Problem statement
Collect from the data below each line with "nodes".

[Saved entries]

Segment Open

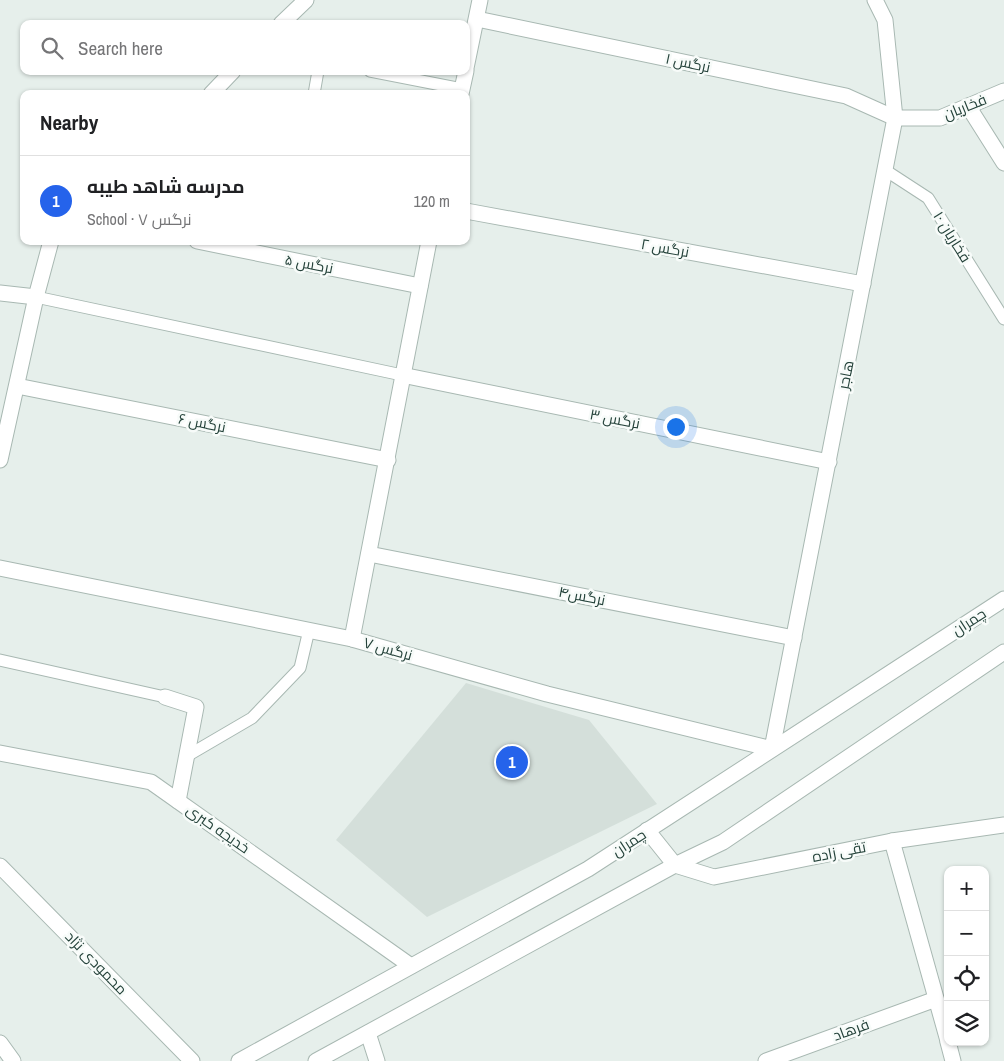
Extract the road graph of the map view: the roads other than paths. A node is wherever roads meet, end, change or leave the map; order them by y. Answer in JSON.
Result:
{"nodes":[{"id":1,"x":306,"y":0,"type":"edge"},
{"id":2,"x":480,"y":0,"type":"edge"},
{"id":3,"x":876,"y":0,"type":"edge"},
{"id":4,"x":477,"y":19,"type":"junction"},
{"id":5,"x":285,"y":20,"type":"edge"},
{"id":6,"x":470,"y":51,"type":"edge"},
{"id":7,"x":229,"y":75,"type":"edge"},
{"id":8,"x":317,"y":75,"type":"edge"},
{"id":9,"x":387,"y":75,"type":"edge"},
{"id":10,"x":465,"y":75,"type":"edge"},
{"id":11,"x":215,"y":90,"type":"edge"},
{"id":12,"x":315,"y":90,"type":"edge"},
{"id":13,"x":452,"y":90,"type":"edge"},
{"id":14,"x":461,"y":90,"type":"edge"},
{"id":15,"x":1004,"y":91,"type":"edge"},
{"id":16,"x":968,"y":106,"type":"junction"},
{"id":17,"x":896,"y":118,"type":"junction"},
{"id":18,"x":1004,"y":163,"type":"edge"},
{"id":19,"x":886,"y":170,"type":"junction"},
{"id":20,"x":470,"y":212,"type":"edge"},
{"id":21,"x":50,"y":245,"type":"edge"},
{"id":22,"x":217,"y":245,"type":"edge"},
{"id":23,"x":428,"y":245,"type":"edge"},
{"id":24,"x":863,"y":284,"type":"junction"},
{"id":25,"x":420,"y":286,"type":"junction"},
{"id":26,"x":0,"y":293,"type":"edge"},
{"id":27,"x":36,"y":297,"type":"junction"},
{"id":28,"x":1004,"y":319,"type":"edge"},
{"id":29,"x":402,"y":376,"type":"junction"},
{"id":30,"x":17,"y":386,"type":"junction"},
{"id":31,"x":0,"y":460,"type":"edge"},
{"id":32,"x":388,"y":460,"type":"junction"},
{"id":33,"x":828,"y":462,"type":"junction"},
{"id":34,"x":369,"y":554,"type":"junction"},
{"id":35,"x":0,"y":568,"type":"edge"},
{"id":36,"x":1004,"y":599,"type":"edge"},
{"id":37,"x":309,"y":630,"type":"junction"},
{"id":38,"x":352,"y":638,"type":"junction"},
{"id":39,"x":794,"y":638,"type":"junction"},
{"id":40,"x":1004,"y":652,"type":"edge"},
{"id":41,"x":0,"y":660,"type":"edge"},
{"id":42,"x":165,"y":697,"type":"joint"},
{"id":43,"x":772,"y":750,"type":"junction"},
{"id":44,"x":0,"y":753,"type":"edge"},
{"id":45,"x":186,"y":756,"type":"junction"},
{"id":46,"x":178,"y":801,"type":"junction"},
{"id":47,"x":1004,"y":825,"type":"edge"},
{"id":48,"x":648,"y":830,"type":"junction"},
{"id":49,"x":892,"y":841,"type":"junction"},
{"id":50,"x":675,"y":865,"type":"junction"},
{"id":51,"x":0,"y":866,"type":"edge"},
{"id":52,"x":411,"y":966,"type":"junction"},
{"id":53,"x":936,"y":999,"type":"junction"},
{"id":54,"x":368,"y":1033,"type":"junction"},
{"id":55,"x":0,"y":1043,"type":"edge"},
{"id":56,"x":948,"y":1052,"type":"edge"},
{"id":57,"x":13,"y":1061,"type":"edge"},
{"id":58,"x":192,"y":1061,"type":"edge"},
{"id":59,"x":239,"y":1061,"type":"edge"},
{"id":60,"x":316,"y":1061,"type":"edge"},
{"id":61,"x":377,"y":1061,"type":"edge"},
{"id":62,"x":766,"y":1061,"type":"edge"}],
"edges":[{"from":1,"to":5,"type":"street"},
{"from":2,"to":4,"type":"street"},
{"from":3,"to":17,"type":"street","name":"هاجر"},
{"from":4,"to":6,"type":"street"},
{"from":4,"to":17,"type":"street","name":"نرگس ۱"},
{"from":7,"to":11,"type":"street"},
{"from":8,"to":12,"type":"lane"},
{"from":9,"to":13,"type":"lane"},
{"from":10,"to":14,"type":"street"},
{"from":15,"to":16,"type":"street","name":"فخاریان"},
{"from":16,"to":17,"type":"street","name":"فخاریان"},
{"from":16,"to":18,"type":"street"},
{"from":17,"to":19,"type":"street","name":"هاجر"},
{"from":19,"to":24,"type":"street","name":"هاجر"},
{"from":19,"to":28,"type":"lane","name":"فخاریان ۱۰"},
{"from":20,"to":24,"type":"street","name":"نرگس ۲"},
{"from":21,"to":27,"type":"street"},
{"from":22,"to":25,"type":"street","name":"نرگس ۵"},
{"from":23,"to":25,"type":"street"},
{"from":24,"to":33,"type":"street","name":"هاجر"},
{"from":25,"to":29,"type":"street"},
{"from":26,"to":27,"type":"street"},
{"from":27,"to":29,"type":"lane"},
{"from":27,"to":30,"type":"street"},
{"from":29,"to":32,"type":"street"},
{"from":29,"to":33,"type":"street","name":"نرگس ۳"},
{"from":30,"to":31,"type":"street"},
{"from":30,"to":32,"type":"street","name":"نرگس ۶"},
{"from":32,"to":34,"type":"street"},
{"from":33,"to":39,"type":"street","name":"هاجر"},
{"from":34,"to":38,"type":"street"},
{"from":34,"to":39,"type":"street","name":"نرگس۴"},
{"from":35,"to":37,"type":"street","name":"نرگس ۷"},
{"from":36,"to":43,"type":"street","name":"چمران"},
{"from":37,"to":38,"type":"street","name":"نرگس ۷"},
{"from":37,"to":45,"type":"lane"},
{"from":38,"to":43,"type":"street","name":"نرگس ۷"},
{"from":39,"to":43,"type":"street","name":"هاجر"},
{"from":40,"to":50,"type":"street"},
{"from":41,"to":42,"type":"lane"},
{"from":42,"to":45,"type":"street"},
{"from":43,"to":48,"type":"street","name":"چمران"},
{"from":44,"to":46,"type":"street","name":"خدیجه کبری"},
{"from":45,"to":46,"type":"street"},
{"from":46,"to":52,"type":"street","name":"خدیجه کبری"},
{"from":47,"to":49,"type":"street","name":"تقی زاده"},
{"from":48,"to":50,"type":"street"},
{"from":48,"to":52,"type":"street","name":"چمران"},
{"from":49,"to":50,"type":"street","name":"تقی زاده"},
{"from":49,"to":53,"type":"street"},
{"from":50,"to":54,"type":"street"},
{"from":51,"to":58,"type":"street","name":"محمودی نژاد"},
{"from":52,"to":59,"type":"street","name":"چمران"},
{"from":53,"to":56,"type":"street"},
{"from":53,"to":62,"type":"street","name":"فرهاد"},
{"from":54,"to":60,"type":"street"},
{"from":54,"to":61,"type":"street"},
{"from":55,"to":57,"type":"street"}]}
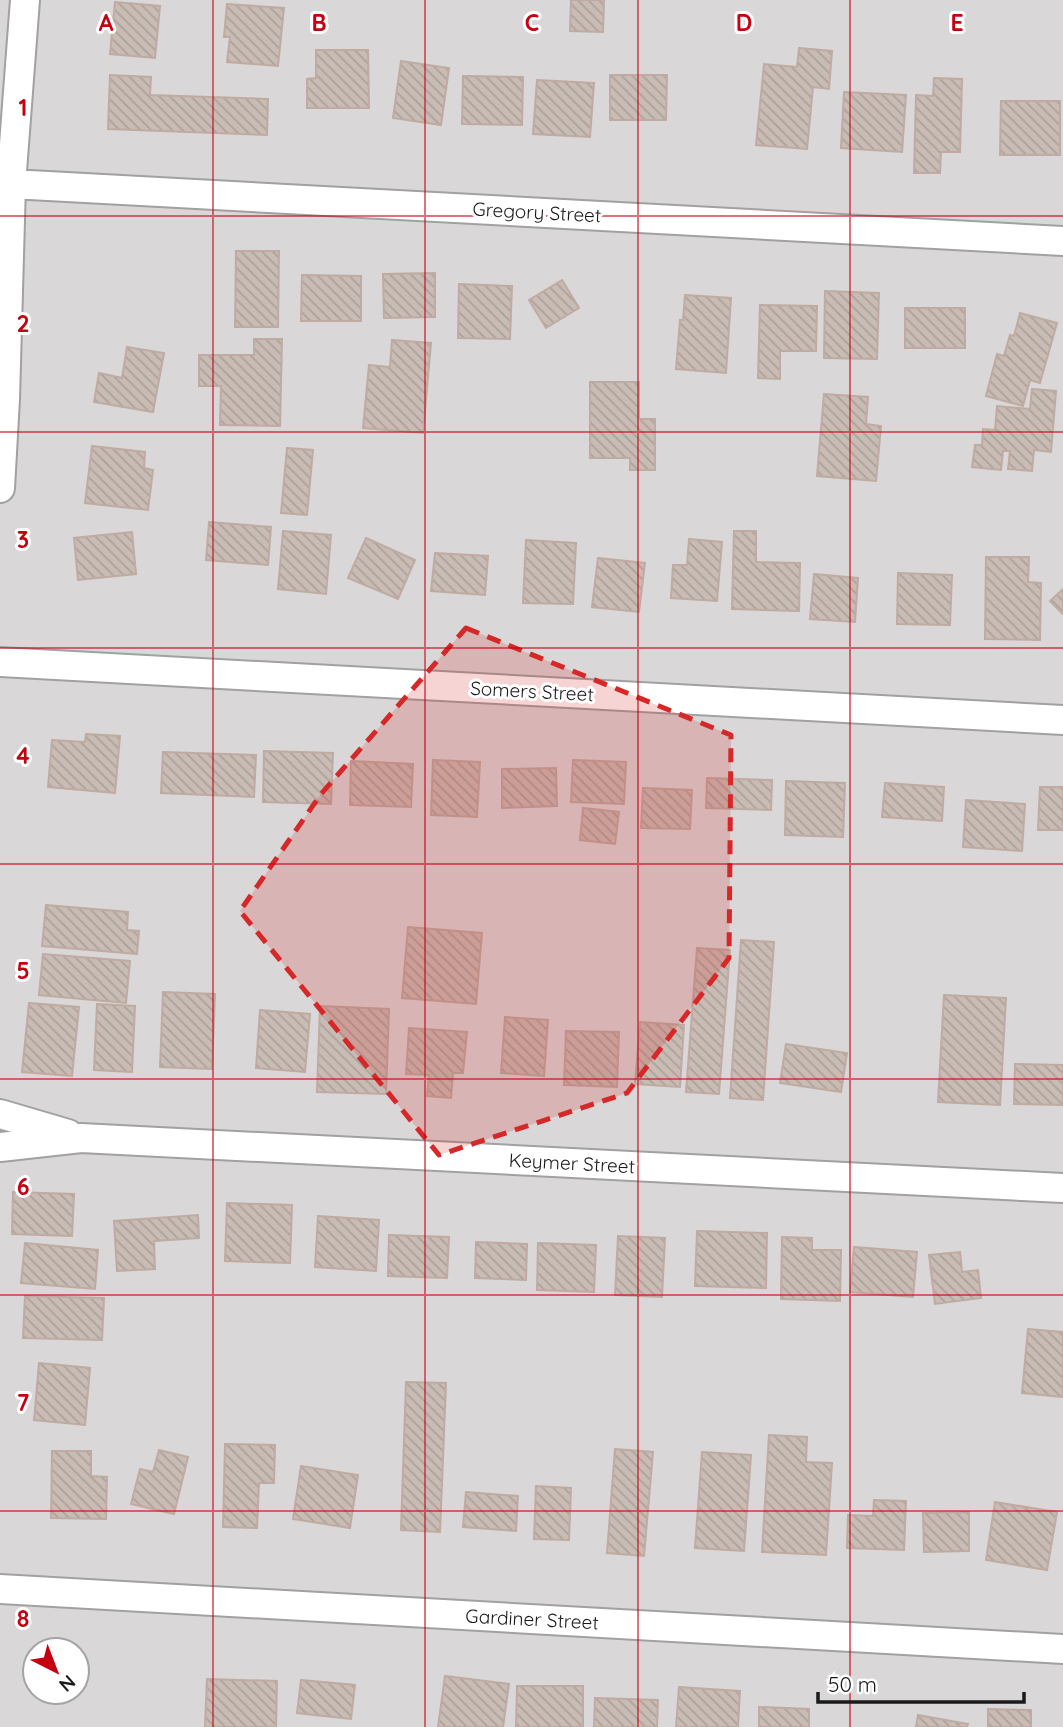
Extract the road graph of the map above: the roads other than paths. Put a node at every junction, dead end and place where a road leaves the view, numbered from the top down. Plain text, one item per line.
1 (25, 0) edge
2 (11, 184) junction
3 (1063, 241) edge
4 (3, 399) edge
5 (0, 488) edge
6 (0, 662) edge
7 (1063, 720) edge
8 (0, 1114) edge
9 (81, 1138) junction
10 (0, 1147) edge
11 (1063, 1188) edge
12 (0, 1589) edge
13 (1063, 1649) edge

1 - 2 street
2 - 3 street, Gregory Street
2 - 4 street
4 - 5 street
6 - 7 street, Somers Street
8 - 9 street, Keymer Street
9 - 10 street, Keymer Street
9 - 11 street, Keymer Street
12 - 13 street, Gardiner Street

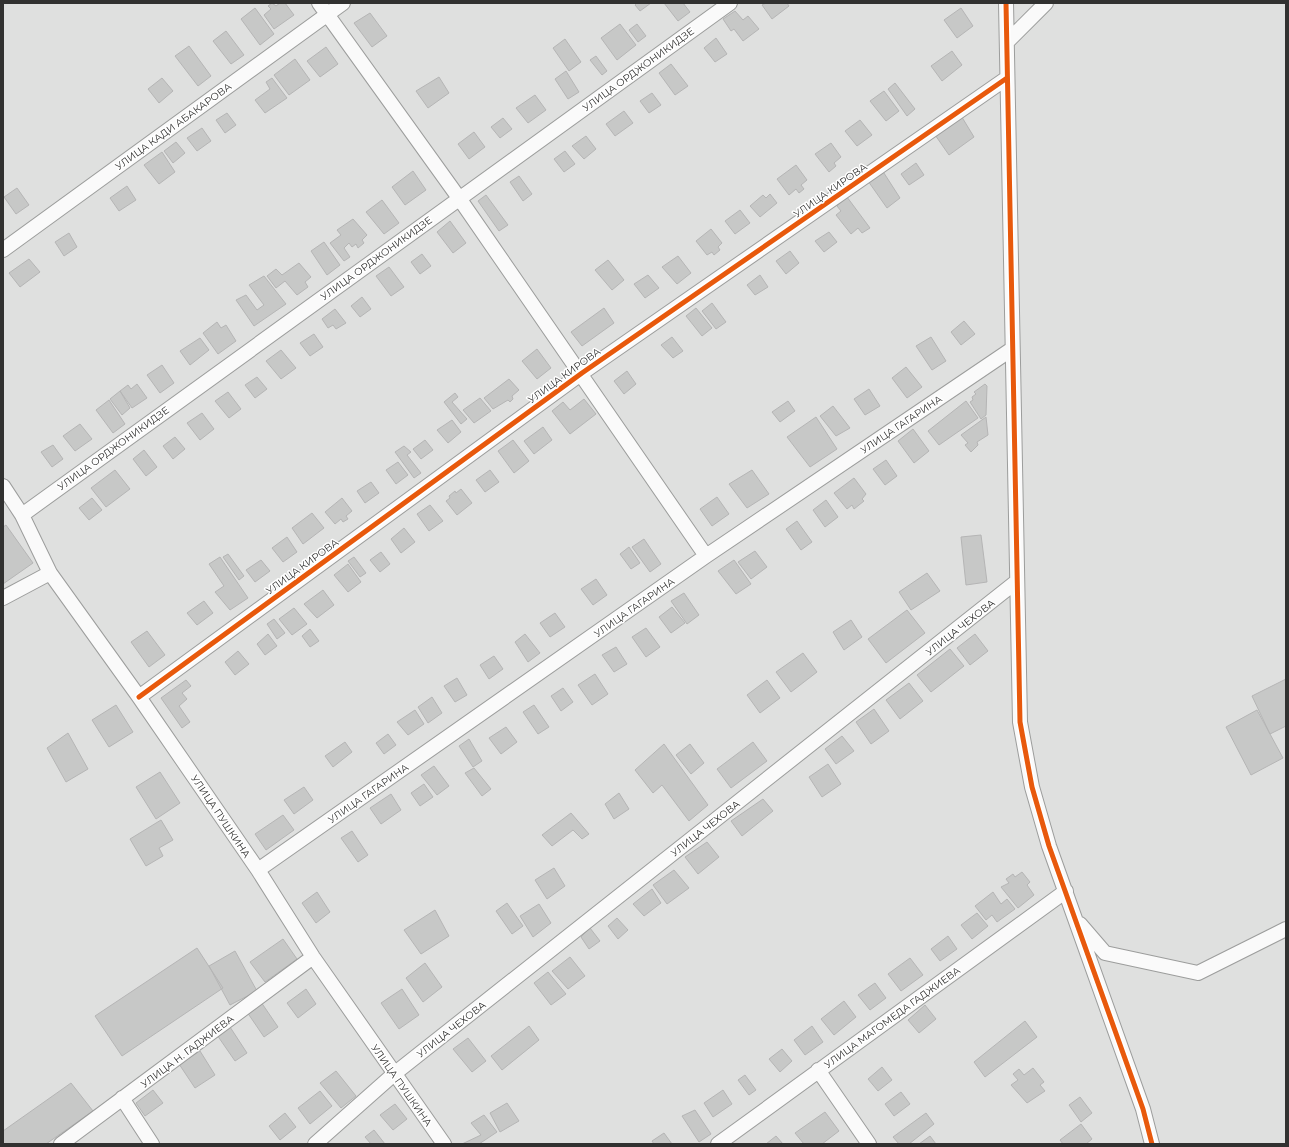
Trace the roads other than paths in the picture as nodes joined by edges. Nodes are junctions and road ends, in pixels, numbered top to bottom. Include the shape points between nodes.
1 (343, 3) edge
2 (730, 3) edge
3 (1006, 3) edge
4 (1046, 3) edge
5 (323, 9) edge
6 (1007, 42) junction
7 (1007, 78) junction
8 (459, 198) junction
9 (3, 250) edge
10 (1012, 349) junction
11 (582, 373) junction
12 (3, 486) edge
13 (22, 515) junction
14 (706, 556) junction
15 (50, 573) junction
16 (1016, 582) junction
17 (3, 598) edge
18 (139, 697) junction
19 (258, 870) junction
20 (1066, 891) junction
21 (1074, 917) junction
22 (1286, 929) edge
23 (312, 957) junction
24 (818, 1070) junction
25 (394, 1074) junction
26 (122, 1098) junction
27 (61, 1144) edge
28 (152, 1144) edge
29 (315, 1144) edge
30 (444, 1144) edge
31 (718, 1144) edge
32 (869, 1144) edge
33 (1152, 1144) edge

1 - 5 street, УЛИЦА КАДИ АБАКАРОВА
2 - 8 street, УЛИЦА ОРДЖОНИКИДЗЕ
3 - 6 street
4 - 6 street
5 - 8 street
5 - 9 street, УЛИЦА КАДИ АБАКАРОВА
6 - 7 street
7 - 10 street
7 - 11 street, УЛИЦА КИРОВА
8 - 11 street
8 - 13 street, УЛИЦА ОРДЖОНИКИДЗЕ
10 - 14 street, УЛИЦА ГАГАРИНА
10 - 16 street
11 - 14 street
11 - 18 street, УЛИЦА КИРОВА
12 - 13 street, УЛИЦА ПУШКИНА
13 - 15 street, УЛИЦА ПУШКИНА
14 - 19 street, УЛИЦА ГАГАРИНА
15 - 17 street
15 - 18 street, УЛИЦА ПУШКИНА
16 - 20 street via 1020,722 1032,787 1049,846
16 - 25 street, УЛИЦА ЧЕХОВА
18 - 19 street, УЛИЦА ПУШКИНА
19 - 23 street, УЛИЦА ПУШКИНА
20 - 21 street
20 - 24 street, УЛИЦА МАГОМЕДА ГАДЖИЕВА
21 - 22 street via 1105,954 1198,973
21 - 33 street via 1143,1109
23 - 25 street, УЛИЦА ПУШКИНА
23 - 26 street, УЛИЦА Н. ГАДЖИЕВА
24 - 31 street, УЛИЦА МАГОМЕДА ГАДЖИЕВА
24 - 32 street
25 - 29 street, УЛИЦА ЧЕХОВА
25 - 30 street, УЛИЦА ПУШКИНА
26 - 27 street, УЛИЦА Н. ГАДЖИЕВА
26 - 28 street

Segment Closed

Your response
{"nodes":[{"id":1,"x":306,"y":0,"type":"edge"},
Trace the roads other than paths in the picture as nodes joined by edges. Nodes are junctions and road ends, in pixels, numbered top to bottom. Include the shape points between nodes.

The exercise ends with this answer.